Problem details
Omit every picture, and retype the lines that run from the beginning of the data below through the line containing "index dip: (900, 710)", inclusive.

Excerpted records
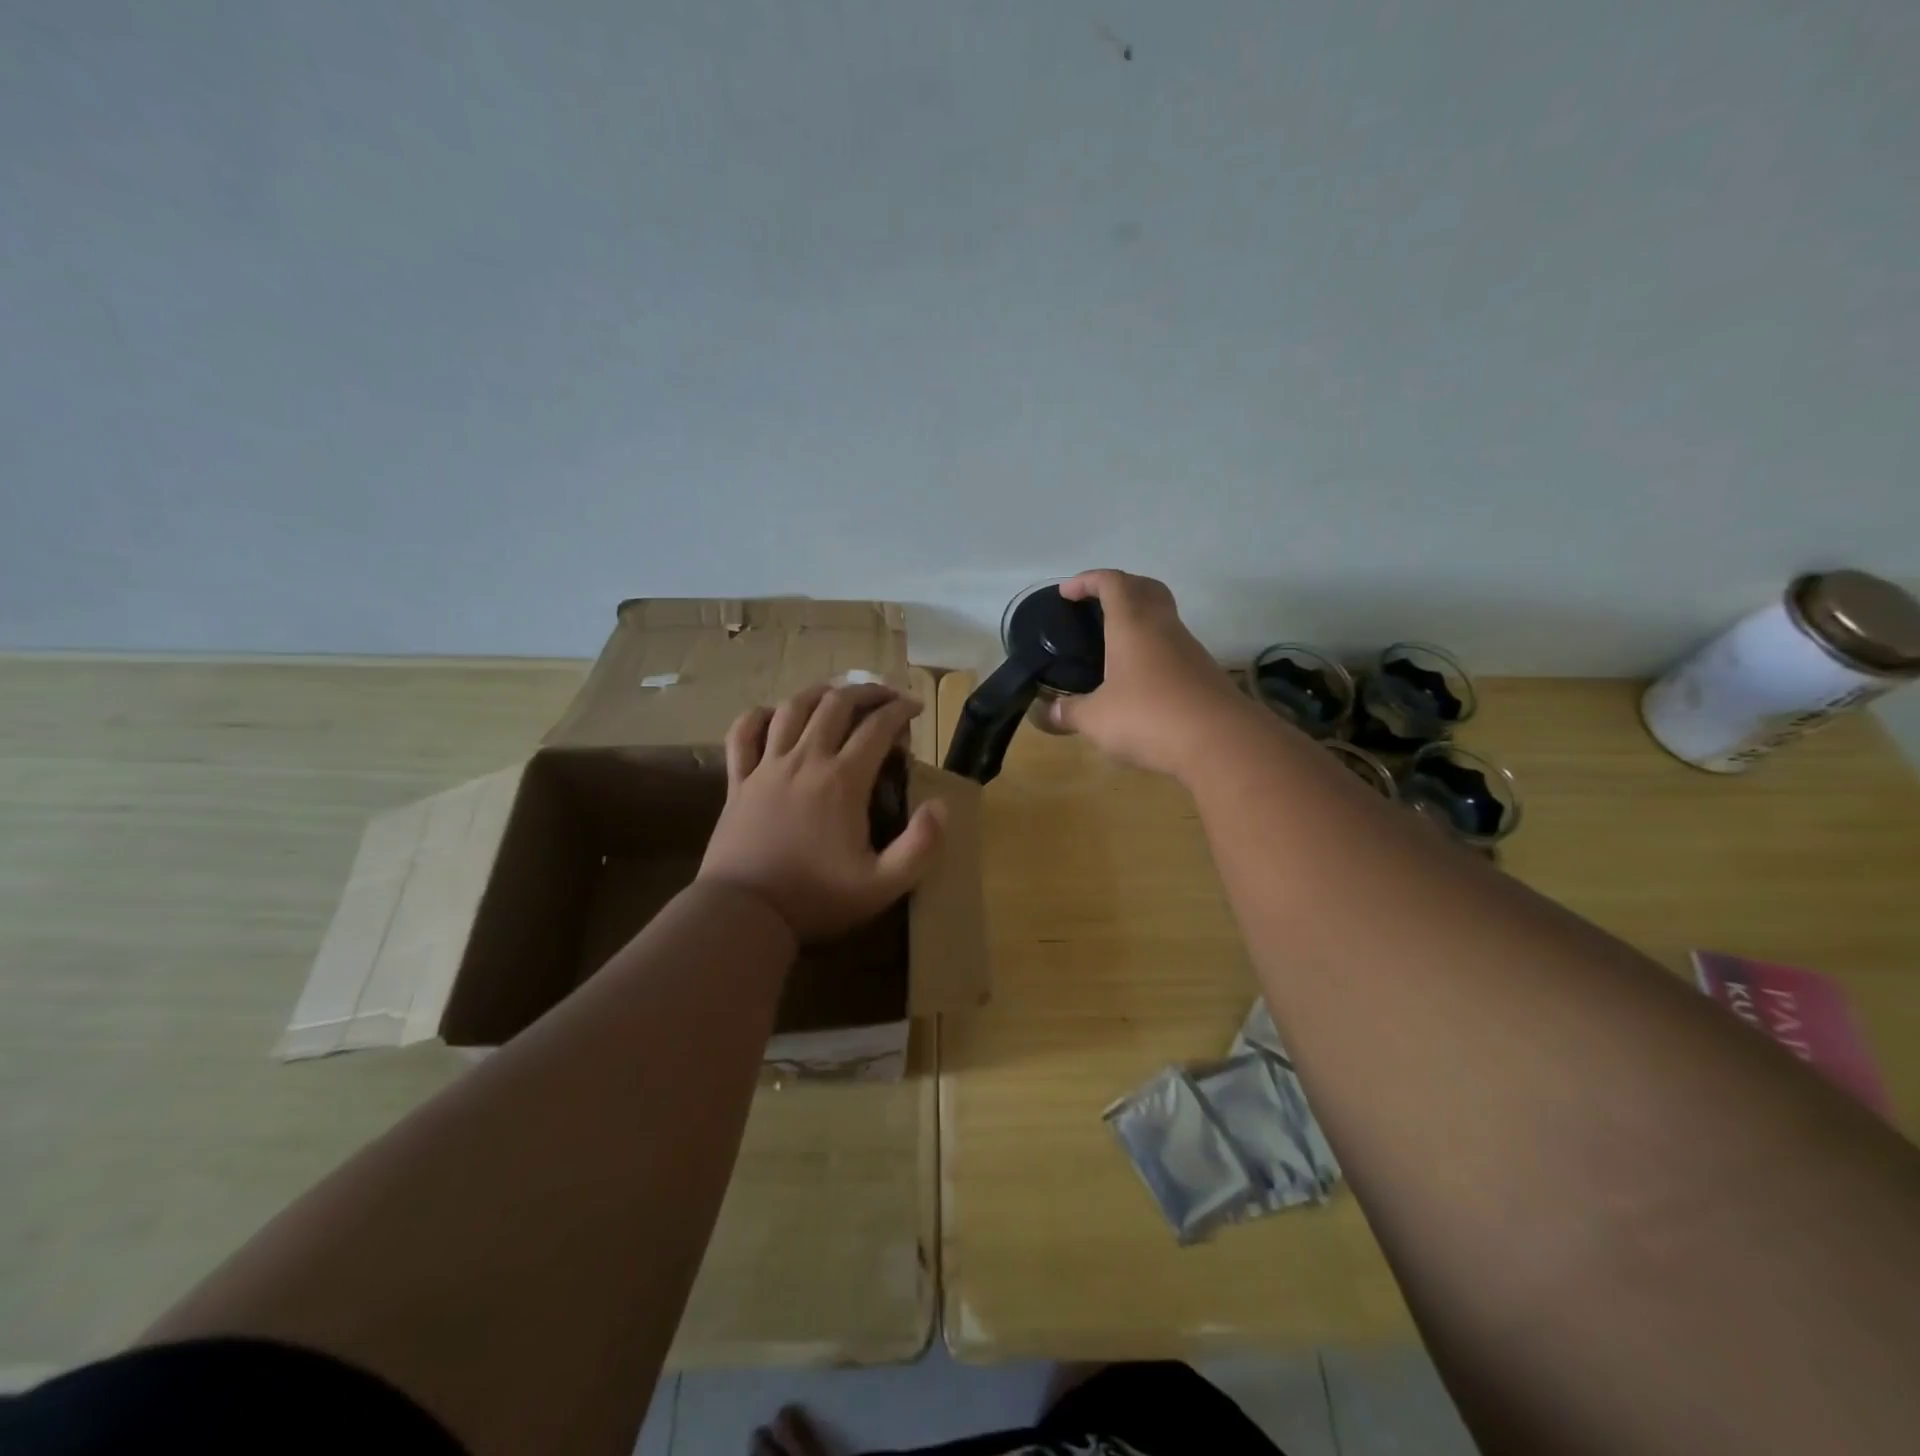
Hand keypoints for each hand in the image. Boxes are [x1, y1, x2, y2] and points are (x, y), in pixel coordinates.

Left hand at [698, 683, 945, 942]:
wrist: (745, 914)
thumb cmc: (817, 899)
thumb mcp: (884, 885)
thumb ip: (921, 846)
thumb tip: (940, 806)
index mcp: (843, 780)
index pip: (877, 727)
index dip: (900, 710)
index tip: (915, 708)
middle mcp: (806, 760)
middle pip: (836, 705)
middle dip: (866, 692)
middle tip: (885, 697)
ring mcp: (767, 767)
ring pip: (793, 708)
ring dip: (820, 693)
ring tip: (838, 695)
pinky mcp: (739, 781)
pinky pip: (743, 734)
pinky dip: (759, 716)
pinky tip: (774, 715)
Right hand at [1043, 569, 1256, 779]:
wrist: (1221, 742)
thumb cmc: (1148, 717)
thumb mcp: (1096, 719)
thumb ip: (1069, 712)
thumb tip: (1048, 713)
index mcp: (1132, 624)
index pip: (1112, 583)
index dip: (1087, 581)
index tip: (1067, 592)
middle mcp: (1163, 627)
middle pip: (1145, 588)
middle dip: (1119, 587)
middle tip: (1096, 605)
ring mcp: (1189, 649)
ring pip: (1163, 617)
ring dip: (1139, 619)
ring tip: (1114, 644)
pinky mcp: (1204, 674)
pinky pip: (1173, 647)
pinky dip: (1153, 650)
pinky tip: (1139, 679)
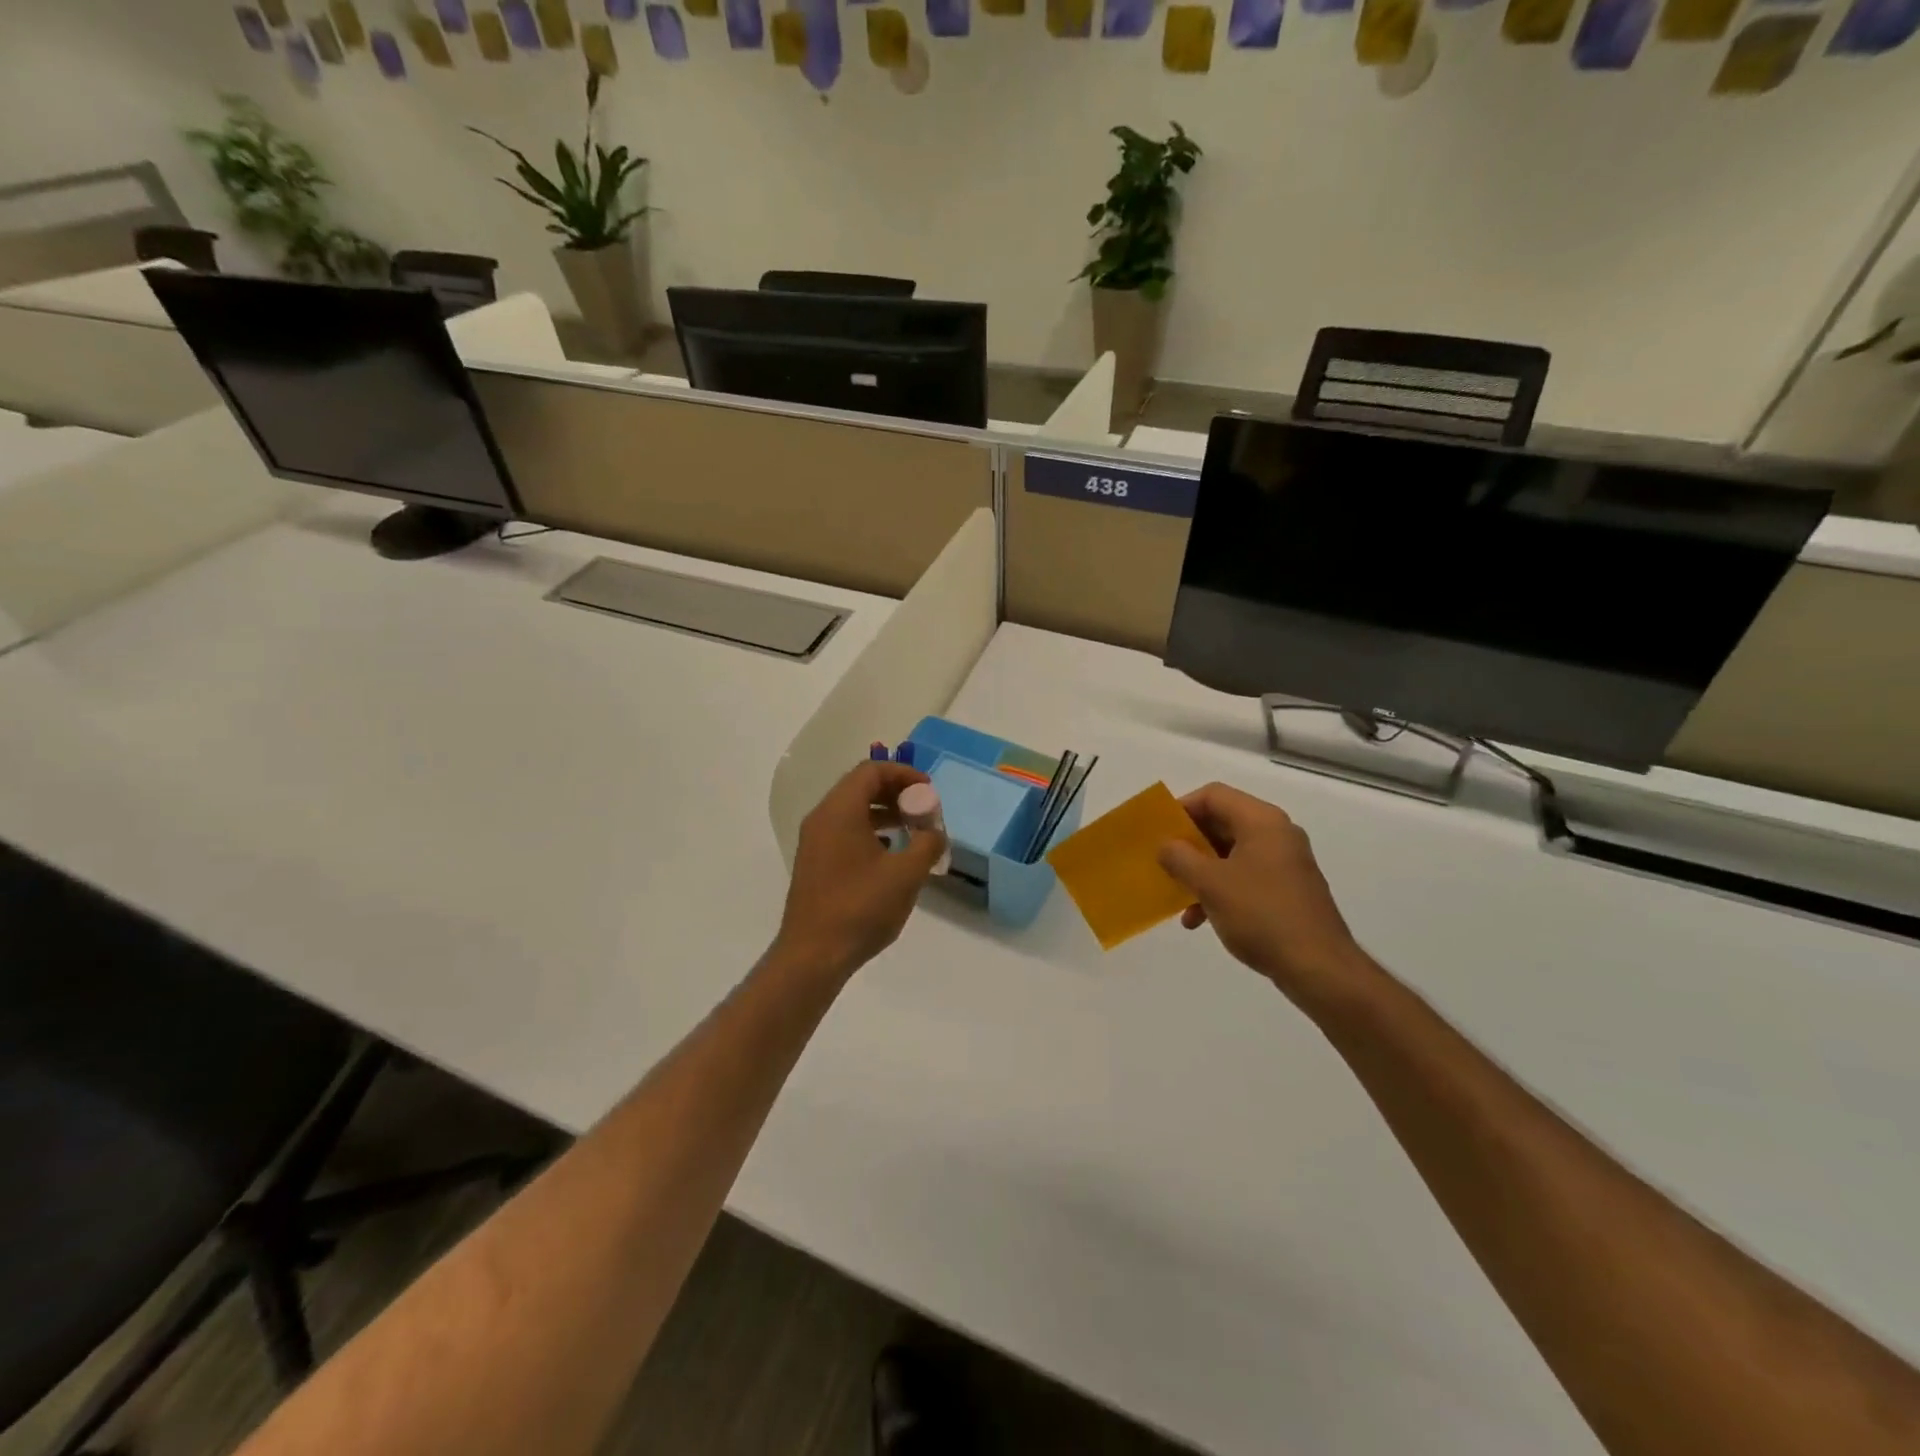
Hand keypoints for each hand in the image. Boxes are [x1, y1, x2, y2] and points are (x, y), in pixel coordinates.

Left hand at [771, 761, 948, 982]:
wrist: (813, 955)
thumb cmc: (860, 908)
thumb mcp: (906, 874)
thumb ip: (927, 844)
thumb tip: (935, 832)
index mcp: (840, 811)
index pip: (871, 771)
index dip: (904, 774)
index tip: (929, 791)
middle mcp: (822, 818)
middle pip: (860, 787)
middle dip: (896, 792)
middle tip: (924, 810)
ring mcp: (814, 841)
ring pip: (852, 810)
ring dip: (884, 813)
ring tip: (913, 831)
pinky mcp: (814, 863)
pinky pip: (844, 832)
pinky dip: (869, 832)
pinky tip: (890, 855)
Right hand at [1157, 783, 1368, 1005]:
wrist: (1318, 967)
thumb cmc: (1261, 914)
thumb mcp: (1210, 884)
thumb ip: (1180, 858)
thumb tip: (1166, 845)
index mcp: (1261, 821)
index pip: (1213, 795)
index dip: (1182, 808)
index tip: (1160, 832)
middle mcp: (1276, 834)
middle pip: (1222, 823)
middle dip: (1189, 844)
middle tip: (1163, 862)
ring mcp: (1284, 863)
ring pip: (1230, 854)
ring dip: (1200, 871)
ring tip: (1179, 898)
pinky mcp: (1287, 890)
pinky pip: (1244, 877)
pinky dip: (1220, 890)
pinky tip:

Answer area
Hand keypoints for each hand in the image. Boxes are [x1, y1, x2, y2] and points are (x, y), in pixel coordinates.

Left hand at [698, 683, 945, 942]:
wrist: (745, 914)
thumb cmc: (817, 899)
thumb mcp: (884, 885)
thumb ip: (921, 846)
thumb tip: (940, 806)
index mcp: (843, 780)
index pip: (877, 727)
index dip: (900, 710)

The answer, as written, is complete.